Task description:
The full set of entries below should be transcribed exactly.

*** Opening of Record extracts ***

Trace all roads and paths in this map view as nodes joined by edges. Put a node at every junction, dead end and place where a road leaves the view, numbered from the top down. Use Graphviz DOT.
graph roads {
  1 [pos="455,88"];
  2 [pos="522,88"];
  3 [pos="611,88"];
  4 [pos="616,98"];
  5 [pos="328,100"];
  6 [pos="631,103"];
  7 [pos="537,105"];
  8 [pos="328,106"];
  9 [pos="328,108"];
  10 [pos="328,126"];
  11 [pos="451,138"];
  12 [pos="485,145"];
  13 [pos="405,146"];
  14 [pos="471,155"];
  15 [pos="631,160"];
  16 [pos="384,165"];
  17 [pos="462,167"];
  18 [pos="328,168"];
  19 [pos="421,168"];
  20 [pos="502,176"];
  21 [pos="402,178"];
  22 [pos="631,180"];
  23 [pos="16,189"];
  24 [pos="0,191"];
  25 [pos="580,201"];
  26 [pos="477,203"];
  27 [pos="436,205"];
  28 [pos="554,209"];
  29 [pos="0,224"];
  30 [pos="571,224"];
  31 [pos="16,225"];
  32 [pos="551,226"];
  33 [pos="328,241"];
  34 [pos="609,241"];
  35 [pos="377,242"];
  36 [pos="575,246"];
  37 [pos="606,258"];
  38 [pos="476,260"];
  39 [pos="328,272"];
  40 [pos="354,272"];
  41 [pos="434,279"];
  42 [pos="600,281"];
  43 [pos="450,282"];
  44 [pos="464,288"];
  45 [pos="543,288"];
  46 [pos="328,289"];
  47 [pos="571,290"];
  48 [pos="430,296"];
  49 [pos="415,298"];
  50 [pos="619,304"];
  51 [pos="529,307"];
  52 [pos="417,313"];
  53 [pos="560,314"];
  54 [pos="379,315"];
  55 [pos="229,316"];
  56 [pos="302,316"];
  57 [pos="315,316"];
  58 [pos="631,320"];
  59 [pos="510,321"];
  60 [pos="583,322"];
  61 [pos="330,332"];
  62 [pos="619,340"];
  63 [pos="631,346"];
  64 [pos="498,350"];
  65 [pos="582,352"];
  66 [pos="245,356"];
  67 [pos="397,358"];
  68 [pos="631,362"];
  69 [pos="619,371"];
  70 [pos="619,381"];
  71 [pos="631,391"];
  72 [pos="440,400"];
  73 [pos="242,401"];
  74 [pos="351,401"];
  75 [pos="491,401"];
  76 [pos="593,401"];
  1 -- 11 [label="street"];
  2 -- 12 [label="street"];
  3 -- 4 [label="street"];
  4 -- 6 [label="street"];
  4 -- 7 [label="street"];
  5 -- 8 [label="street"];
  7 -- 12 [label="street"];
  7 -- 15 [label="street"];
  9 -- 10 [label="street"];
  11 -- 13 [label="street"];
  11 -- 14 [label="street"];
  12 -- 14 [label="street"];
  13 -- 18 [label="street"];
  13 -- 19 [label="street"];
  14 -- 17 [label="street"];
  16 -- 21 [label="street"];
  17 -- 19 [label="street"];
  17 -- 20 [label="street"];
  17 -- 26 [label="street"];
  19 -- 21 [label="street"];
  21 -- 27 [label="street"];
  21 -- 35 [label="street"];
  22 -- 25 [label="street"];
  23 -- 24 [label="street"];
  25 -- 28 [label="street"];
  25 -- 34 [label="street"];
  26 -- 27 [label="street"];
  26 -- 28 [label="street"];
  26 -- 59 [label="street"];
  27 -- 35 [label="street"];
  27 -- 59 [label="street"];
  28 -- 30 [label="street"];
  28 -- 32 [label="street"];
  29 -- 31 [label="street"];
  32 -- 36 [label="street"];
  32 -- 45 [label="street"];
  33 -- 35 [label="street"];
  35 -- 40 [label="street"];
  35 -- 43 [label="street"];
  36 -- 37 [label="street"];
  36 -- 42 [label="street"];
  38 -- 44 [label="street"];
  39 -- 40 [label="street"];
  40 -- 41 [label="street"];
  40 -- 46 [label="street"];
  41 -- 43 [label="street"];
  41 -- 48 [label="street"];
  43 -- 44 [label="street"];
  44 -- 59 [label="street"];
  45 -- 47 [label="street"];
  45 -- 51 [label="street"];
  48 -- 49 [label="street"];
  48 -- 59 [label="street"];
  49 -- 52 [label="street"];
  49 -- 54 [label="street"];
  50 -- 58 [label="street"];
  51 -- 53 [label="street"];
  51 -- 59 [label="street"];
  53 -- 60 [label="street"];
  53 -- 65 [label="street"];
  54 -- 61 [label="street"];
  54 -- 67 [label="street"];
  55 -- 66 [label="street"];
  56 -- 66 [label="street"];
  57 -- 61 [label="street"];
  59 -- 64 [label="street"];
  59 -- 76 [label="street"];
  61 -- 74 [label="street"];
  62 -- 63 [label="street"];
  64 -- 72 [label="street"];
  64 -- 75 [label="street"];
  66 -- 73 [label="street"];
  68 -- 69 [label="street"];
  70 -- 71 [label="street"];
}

*** Close of Record extracts ***

Answer to this problem:
Trace all roads and paths in this map view as nodes joined by edges. Put a node at every junction, dead end and place where a road leaves the view, numbered from the top down. Use Graphviz DOT.
graph roads {
  1 [pos="455,88"];
  2 [pos="522,88"];
  3 [pos="611,88"];
  4 [pos="616,98"];
  5 [pos="328,100"];
  6 [pos="631,103"];
  7 [pos="537,105"];
  8 [pos="328,106"];
  9 [pos="328,108"];
  10 [pos="328,126"];
  11 [pos="451,138"];
  12 [pos="485,145"];
  13 [pos="405,146"];
  14 [pos="471,155"];
  15 [pos="631,160"];
  16 [pos="384,165"];
  17 [pos="462,167"];
  18 [pos="328,168"];
  19 [pos="421,168"];
  20 [pos="502,176"];
  21 [pos="402,178"];
  22 [pos="631,180"];
  23 [pos="16,189"];
  24 [pos="0,191"];
  25 [pos="580,201"];
  26 [pos="477,203"];
  27 [pos="436,205"];
  28 [pos="554,209"];
  29 [pos="0,224"];
  30 [pos="571,224"];
  31 [pos="16,225"];
  32 [pos="551,226"];
  33 [pos="328,241"];
  34 [pos="609,241"];
  35 [pos="377,242"];
  36 [pos="575,246"];
  37 [pos="606,258"];
  38 [pos="476,260"];
  39 [pos="328,272"];
  40 [pos="354,272"];
  41 [pos="434,279"];
  42 [pos="600,281"];
  43 [pos="450,282"];
  44 [pos="464,288"];
  45 [pos="543,288"];
  46 [pos="328,289"];
  47 [pos="571,290"];
  48 [pos="430,296"];
  49 [pos="415,298"];
  50 [pos="619,304"];
  51 [pos="529,307"];
  52 [pos="417,313"];
  53 [pos="560,314"];
  54 [pos="379,315"];
  55 [pos="229,316"];
  56 [pos="302,316"];
  57 [pos="315,316"];
  58 [pos="631,320"];
  59 [pos="510,321"];
  60 [pos="583,322"];
  61 [pos="330,332"];
  62 [pos="619,340"];
  63 [pos="631,346"];
  64 [pos="498,350"];
  65 [pos="582,352"];
  66 [pos="245,356"];
  67 [pos="397,358"];
  68 [pos="631,362"];
  69 [pos="619,371"];
  70 [pos="619,381"];
  71 [pos="631,391"];
  72 [pos="440,400"];
  73 [pos="242,401"];
  74 [pos="351,401"];
  75 [pos="491,401"];
  76 [pos="593,401"];
  1 -- 11 [label="street"];
  2 -- 12 [label="street"];
  3 -- 4 [label="street"];
  4 -- 6 [label="street"];
  4 -- 7 [label="street"];
  5 -- 8 [label="street"];
  7 -- 12 [label="street"];
  7 -- 15 [label="street"];
  9 -- 10 [label="street"];
  11 -- 13 [label="street"];
  11 -- 14 [label="street"];
  12 -- 14 [label="street"];
  13 -- 18 [label="street"];
  13 -- 19 [label="street"];
  14 -- 17 [label="street"];
  16 -- 21 [label="street"];
  17 -- 19 [label="street"];
  17 -- 20 [label="street"];
  17 -- 26 [label="street"];
  19 -- 21 [label="street"];
  21 -- 27 [label="street"];
  21 -- 35 [label="street"];
  22 -- 25 [label="street"];
  23 -- 24 [label="street"];
  25 -- 28 [label="street"];
  25 -- 34 [label="street"];
  26 -- 27 [label="street"];
  26 -- 28 [label="street"];
  26 -- 59 [label="street"];
  27 -- 35 [label="street"];
  27 -- 59 [label="street"];
  28 -- 30 [label="street"];
  28 -- 32 [label="street"];
  29 -- 31 [label="street"];
  32 -- 36 [label="street"];
  32 -- 45 [label="street"];
  33 -- 35 [label="street"];
  35 -- 40 [label="street"];
  35 -- 43 [label="street"];
  36 -- 37 [label="street"];
  36 -- 42 [label="street"];
  38 -- 44 [label="street"];
  39 -- 40 [label="street"];
  40 -- 41 [label="street"];
  40 -- 46 [label="street"];
  41 -- 43 [label="street"];
  41 -- 48 [label="street"];
  43 -- 44 [label="street"];
  44 -- 59 [label="street"];
  45 -- 47 [label="street"];
  45 -- 51 [label="street"];
  48 -- 49 [label="street"];
  48 -- 59 [label="street"];
  49 -- 52 [label="street"];
  49 -- 54 [label="street"];
  50 -- 58 [label="street"];
  51 -- 53 [label="street"];
  51 -- 59 [label="street"];
  53 -- 60 [label="street"];
  53 -- 65 [label="street"];
  54 -- 61 [label="street"];
  54 -- 67 [label="street"];
  55 -- 66 [label="street"];
  56 -- 66 [label="street"];
  57 -- 61 [label="street"];
  59 -- 64 [label="street"];
  59 -- 76 [label="street"];
  61 -- 74 [label="street"];
  62 -- 63 [label="street"];
  64 -- 72 [label="street"];
  64 -- 75 [label="street"];
  66 -- 73 [label="street"];
  68 -- 69 [label="street"];
  70 -- 71 [label="street"];
}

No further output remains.